Re: Suboptimal raid6 linear read speed

Mikael Abrahamsson <swmike@xxxxxxxxx> · Mon, 21 Jan 2013 06:24:37 +0100 (CET)

On Sun, 20 Jan 2013, Peter Grandi wrote:

complete recovery; some/most drives IIRC can return the sector
content that has been reconstructed, which often is wrong in
only a few bits.

This is not my experience. When I get UREs on a 4k drive, I get read error 
on 8 consecutive 512 byte blocks. This is the first time I've ever heard 
about someone claiming drives will give back information that is just a 
little bit wrong. Perhaps there should be such a command to tell the drive 
to "give me what you've got", but most of the time, this is undesireable.

Going back to the BER discussion.

I'm a network engineer. We count BER as "flipped bits rate", which is 
detected using CRC (ethernet does this). "under" this one can do g.709 FEC 
(forward error correction), which can detect flipped bits and still return 
a correct result to the CRC checksummer because there is enough other 
information (~10 percent overhead) to reconstruct the original 
information, thus passing the CRC check.

Typical rated ethernet BER is 10^-12. This means in 10^-12 bits sent on 
the wire, if a bit is flipped and a whole packet is thus list, it's still 
within specifications. Normally when one does things right, the BER is way 
better than 10^-12, the norm is to have a 10GE link running for months 
without a single user-detectable bit error.
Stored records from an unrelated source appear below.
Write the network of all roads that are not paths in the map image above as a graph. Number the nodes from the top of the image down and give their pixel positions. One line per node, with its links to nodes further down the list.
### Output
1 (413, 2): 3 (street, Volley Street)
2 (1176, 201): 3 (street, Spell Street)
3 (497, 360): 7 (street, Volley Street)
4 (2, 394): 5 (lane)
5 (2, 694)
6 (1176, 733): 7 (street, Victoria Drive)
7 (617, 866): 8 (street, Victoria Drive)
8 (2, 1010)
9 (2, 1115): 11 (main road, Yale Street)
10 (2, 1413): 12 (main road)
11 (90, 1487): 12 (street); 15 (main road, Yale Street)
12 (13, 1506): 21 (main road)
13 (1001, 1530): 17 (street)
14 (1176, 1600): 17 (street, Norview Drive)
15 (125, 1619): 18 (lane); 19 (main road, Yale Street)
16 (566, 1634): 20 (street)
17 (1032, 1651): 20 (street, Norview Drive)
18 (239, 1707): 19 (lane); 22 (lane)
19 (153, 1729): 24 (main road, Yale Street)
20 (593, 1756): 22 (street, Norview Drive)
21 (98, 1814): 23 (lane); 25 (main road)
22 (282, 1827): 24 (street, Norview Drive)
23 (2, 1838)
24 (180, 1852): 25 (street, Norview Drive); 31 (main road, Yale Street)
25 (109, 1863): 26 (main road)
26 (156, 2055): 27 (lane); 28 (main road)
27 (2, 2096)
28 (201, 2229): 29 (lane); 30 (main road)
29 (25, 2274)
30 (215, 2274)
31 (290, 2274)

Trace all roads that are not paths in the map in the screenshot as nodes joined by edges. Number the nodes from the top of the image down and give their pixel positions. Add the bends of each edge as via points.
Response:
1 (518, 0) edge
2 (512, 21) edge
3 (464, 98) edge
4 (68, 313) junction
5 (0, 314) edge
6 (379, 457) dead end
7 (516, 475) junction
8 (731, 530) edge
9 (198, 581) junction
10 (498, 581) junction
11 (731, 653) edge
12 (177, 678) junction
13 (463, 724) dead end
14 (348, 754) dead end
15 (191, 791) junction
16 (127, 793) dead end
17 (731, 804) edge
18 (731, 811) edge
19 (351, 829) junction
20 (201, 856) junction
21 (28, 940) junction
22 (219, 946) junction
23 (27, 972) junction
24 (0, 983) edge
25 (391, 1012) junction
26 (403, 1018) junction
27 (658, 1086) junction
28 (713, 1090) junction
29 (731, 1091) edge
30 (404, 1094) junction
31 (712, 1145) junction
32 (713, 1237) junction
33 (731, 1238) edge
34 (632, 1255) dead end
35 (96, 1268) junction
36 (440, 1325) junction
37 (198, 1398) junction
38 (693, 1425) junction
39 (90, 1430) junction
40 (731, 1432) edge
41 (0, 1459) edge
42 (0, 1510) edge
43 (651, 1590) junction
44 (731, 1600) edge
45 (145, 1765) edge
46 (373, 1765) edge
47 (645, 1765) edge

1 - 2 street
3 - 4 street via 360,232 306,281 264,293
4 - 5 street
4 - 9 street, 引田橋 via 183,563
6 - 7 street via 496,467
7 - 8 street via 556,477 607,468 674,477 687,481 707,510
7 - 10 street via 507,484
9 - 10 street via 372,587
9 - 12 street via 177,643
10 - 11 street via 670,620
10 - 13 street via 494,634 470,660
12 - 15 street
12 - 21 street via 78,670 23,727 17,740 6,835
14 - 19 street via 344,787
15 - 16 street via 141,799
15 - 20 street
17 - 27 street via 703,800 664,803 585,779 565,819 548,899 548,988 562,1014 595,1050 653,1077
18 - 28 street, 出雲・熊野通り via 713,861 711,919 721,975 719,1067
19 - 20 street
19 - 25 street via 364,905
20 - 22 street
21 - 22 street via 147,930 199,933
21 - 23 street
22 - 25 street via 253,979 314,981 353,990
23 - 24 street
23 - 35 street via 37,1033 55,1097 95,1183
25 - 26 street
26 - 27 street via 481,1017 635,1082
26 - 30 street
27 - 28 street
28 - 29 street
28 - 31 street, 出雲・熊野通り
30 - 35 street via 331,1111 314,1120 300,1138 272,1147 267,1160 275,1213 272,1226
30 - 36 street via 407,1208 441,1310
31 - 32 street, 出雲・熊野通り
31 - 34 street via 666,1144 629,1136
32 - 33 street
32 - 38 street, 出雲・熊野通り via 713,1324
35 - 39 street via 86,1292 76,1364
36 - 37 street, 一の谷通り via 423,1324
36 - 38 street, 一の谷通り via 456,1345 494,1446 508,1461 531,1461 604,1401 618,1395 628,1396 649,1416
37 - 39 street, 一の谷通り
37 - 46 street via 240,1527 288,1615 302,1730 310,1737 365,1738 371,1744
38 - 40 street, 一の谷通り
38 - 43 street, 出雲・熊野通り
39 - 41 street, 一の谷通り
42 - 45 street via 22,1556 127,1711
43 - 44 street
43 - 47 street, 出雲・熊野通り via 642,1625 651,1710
In the articles I have read about how harddrives work, they all state that 
hdd manufacturers do very similar things. They store bits on the media 
with extra information so the drive can do FEC, they have a checksum, if 
the checksum doesn't match then the block is re-read, and if after a while 
no correct checksum block can be served, an URE is reported and the OS 
reports the read as failed. The advantage with 4k block drives is that FEC 
is more effective on larger blocks because errors usually turn up in 
bursts (one gets several flipped bits in a row), so having larger blocks 
means more flipped bits in a row can get corrected. ADSL2+ works in a 
similar way when one turns on 16ms interleaving, it smears out the bits 
over a longer time, so a 0.1ms disturbance (complete, no bits are correct) 
can be corrected using FEC.

Also, I do agree with you that RAID6 puts mechanical stress on the drives 
but my main failure scenario (own experience) is still single drive 
failure and then scattered UREs when reading from the other drives, which 
can be corrected by RAID6 parity during the resync. RAID6 is economical 
when using it with 10-12 drives, and fits my storage needs (as long as I 
get ~30 megabyte/s or better large file read/write performance from the 
array, I'm fine). Other workloads, as you say, might have other 
requirements.

A lot of people I see coming in on the IRC channel use RAID5 for their 
storage needs and they come in with UREs when reconstructing a failed 
drive. I'd say taking the array offline and using dd_rescue is something 
we have to recommend several times a month. This is why I keep 
recommending RAID6 over RAID5.